The politics of the United States have been upended in the past few weeks from the attempted assassination of Republican candidate Donald J. Trump to the sitting Democratic President Joe Biden’s decision not to seek another term. Biden’s vice president, Kamala Harris, has stepped into his shoes to run as her party’s candidate for the office of president of the United States.
What would her presidency mean for India?
Kamala Harris is half-Indian, born in California to a mother from Tamil Nadu and a father from Jamaica. Her parents met and married in the United States, before separating and getting divorced. Growing up, she visited her maternal family several times in Chennai, and apparently enjoys South Indian food such as dosas. Beyond this, it is unclear to what extent Harris has a strong cultural connection to India, let alone to the politics and geostrategic concerns of her mother’s homeland. Raised a Baptist Christian — her father’s religion — and married to a Jewish man, she has not spoken much about her Hindu heritage in public.
Throughout her adult career, she has been identified more with the Black community than the Indian American one. As her political career progressed — she served as a senator from California in the U.S. Senate before becoming vice president — Harris has done little to highlight her Indian heritage or support Indian causes. As vice president, she has not visited India. In short, despite her Indian heritage, Harris does not seem to bring to the India-U.S. relationship any special cultural connection, nuance, or attention.
What little she has said about India — a statement, for example, that was seen as sympathetic to Kashmir and critical of India after the revocation of Article 370, which suspended the autonomous status of Jammu and Kashmir, in 2019 — seems to have come from her background in progressive and leftist politics. She has met Prime Minister Narendra Modi — for the first time in 2021 — but the two seem to have little personal chemistry. Harris has not spoken in depth on issues of domestic or international importance to India, other than maintaining the Biden administration’s line on security issues in the Indo-Pacific: that the region should remain free and open, prosperous, and secure.
Some of this may also be a function of the fact that Harris has not yet developed a strong foreign policy portfolio. On the other hand, Biden did so for many years as the chairman or ranking member of the Senate Foreign Relations Committee for 12 years before becoming vice president; it was possible to speak of a “Biden Doctrine” long before he became president.
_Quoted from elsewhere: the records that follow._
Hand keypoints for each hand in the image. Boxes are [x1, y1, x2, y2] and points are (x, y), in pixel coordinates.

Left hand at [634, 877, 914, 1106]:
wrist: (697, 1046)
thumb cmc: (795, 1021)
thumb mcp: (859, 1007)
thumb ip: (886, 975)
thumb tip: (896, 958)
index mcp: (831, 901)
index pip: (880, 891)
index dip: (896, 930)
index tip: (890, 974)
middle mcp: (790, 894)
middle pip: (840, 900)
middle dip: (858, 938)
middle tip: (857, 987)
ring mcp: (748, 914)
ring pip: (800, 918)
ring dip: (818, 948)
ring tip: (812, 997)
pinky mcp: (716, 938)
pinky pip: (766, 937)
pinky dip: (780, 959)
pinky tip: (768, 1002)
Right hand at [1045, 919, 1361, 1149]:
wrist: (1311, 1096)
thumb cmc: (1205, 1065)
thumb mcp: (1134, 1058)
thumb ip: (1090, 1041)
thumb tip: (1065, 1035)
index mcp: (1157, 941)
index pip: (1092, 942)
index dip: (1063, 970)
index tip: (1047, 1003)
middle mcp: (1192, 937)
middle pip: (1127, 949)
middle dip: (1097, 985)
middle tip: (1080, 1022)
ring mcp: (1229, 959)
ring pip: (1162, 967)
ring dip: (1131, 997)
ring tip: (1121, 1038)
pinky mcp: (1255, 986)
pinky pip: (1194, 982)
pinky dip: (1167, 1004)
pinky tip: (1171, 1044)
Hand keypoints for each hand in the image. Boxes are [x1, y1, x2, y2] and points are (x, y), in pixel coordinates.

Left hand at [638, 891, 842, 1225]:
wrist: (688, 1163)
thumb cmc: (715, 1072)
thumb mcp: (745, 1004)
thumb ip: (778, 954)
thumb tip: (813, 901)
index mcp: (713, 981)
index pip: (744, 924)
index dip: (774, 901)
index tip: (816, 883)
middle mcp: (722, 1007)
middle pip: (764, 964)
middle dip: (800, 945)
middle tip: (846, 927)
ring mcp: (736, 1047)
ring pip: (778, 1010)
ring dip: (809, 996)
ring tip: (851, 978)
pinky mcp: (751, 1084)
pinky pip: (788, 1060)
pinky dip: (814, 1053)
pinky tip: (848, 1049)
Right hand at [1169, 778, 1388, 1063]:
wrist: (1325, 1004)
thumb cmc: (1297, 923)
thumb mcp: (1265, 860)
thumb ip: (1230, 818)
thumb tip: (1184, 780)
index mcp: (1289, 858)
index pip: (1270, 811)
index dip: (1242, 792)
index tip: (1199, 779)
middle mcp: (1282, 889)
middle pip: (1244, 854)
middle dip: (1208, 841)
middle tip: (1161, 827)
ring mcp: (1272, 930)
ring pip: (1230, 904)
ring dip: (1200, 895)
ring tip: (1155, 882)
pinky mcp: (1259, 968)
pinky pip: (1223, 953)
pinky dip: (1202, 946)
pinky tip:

Let alone visiting India as vice president, Harris has not visited China — arguably the most important country for any U.S. president to deal with — even once, and has met with Chinese President Xi Jinping only once, briefly. (On the other hand, her vice president candidate, Tim Walz, even lived and taught in China during his youth.)
The India-U.S. relationship, including all that it entails geostrategically for U.S. interests in Asia, has so far been handled by the foreign policy heavyweights in the Biden administration: Biden, himself, Secretary of State Antony Blinken, and National Security Adviser Jake Sullivan.
This is not to say that Harris has no foreign policy exposure: as a prominent politician, she was bound to get such experience. As vice president, she has supported the Biden administration’s positions on international conflicts as varied as Ukraine and Gaza, has met with 150 heads of state, chairs the National Space Council, and visited several Latin American, African, and Asian countries. In her acceptance speech at the Democratic National Convention, Harris pledged to strengthen U.S. global leadership, a vague statement that implies that she intends to stay the course of the Biden administration in regards to foreign policy: a liberal internationalism tempered by practical limitations, a view strengthened by her choice of policy advisers.
At the end of the day, it remains to be seen what Harris believes about foreign policy, and what a Harris foreign policy doctrine would look like beyond implementing the platform of her party and staying the course of her predecessor in pursuing a form of liberal internationalism.
Based on her career and record, it seems evident that Harris’s interests lie in domestic policy and reform, and that her main interest in foreign policy would be to keep the world from becoming too chaotic or unmanageable so as to impinge on her ability to focus on domestic issues.
Yet India need not worry too much about Harris’s lack of interest in Asian geopolitics or the political nuances of her mother’s homeland, mostly because a bipartisan consensus seems to have emerged in the United States that favors closer, stronger ties with India for a variety of reasons: geopolitical rivalry with China, economic and trade benefits, and an influential Indian American diaspora. There may be an uptake in some upbraiding on human rights issues, given the Democratic Party is more likely to emphasize some concerns, but ultimately, India-U.S. relations will likely continue as usual.
However, despite this, a Harris administration would be a bit of a disappointment for India. India would miss the detailed, policy-based, security-oriented interest that the Biden administration has shown it on the one hand; on the other hand, Harris would hardly show India the personalized, personality-driven indulgence that the country would receive from Donald Trump, a man who has a long history of positive chemistry with Prime Minister Narendra Modi.